Source material START

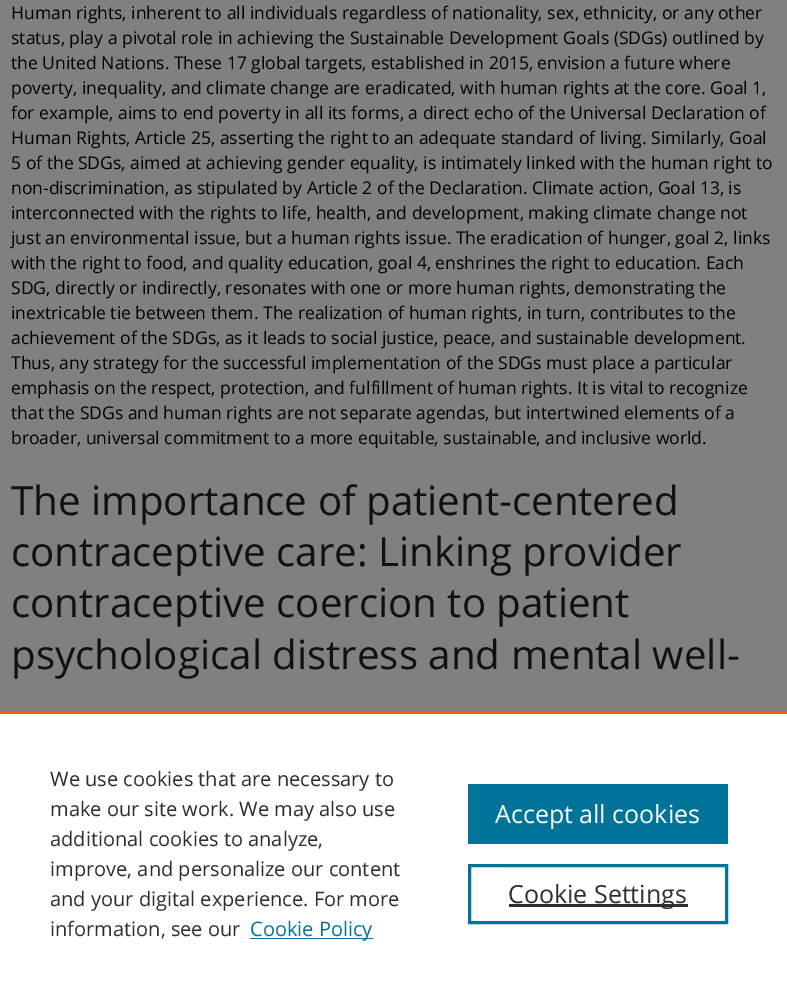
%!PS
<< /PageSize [787 993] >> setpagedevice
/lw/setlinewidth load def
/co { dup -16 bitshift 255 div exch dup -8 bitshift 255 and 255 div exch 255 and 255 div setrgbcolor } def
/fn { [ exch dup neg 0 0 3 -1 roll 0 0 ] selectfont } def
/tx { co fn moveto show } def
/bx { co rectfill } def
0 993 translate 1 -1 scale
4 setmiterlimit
0 0 787 993 16#808080 bx
0 714 787 279 16#FFFFFF bx
0 711 787 3 16#EB6500 bx
250 938 123 1 16#007398 bx
468 784 260 60 16#007398 bx
3 lw
469.5 865.5 257 57 rectstroke
509 904 179 3 16#2E2E2E bx
(Human rights, inherent to all individuals regardless of nationality, sex, ethnicity, or any other) 11 19 /OpenSans-Regular 17.5 16#000000 tx
(status, play a pivotal role in achieving the Sustainable Development Goals \(SDGs\) outlined by) 11 44 /OpenSans-Regular 17.5 16#000000 tx
(the United Nations. These 17 global targets, established in 2015, envision a future where) 11 69 /OpenSans-Regular 17.5 16#000000 tx
(poverty, inequality, and climate change are eradicated, with human rights at the core. Goal 1,) 11 94 /OpenSans-Regular 17.5 16#000000 tx
(for example, aims to end poverty in all its forms, a direct echo of the Universal Declaration of) 11 119 /OpenSans-Regular 17.5 16#000000 tx
(Human Rights, Article 25, asserting the right to an adequate standard of living. Similarly, Goal) 11 144 /OpenSans-Regular 17.5 16#000000 tx
(5 of the SDGs, aimed at achieving gender equality, is intimately linked with the human right to) 11 169 /OpenSans-Regular 17.5 16#000000 tx
(non-discrimination, as stipulated by Article 2 of the Declaration. Climate action, Goal 13, is) 11 194 /OpenSans-Regular 17.5 16#000000 tx
(interconnected with the rights to life, health, and development, making climate change not) 11 219 /OpenSans-Regular 17.5 16#000000 tx
(just an environmental issue, but a human rights issue. The eradication of hunger, goal 2, links) 11 244 /OpenSans-Regular 17.5 16#000000 tx
(with the right to food, and quality education, goal 4, enshrines the right to education. Each) 11 269 /OpenSans-Regular 17.5 16#000000 tx
(SDG, directly or indirectly, resonates with one or more human rights, demonstrating the) 11 294 /OpenSans-Regular 17.5 16#000000 tx
(inextricable tie between them. The realization of human rights, in turn, contributes to the) 11 319 /OpenSans-Regular 17.5 16#000000 tx
(achievement of the SDGs, as it leads to social justice, peace, and sustainable development.) 11 344 /OpenSans-Regular 17.5 16#000000 tx
(Thus, any strategy for the successful implementation of the SDGs must place a particular) 11 369 /OpenSans-Regular 17.5 16#000000 tx
(emphasis on the respect, protection, and fulfillment of human rights. It is vital to recognize) 11 394 /OpenSans-Regular 17.5 16#000000 tx
(that the SDGs and human rights are not separate agendas, but intertwined elements of a) 11 419 /OpenSans-Regular 17.5 16#000000 tx
(broader, universal commitment to a more equitable, sustainable, and inclusive world.) 11 444 /OpenSans-Regular 17.5 16#000000 tx
(The importance of patient-centered) 11 515 /OpenSans-Regular 40.25 16#111111 tx
(contraceptive care: Linking provider) 11 566 /OpenSans-Regular 40.25 16#111111 tx
(contraceptive coercion to patient) 11 617 /OpenSans-Regular 40.25 16#111111 tx
(psychological distress and mental well-) 11 669 /OpenSans-Regular 40.25 16#111111 tx
(We use cookies that are necessary to) 50 786 /OpenSans-Regular 20 16#2E2E2E tx
(make our site work. We may also use) 50 816 /OpenSans-Regular 20 16#2E2E2E tx
(additional cookies to analyze,) 50 846 /OpenSans-Regular 20 16#2E2E2E tx
(improve, and personalize our content) 50 876 /OpenSans-Regular 20 16#2E2E2E tx
(and your digital experience. For more) 50 906 /OpenSans-Regular 20 16#2E2E2E tx
(information, see our) 50 936 /OpenSans-Regular 20 16#2E2E2E tx
(Cookie Policy) 250 936 /OpenSans-Regular 20 16#007398 tx
(Accept all cookies) 495 823 /OpenSans-Regular 25 16#FFFFFF tx
(Cookie Settings) 508 903 /OpenSans-Regular 25 16#2E2E2E tx
showpage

Source material END

- Goal of the exercise: Everything from the first line of the entries through the line that contains "(Human rights, inherent" is to be reproduced exactly, except the pictures.

- The completed task:
%!PS
<< /PageSize [787 993] >> setpagedevice
/lw/setlinewidth load def
/co { dup -16 bitshift 255 div exch dup -8 bitshift 255 and 255 div exch 255 and 255 div setrgbcolor } def
/fn { [ exch dup neg 0 0 3 -1 roll 0 0 ] selectfont } def
/tx { co fn moveto show } def
/bx { co rectfill } def
0 993 translate 1 -1 scale
4 setmiterlimit
0 0 787 993 16#808080 bx
0 714 787 279 16#FFFFFF bx
0 711 787 3 16#EB6500 bx
250 938 123 1 16#007398 bx
468 784 260 60 16#007398 bx
3 lw
469.5 865.5 257 57 rectstroke
509 904 179 3 16#2E2E2E bx
(Human rights, inherent to all individuals regardless of nationality, sex, ethnicity, or any other) 11 19 /OpenSans-Regular 17.5 16#000000 tx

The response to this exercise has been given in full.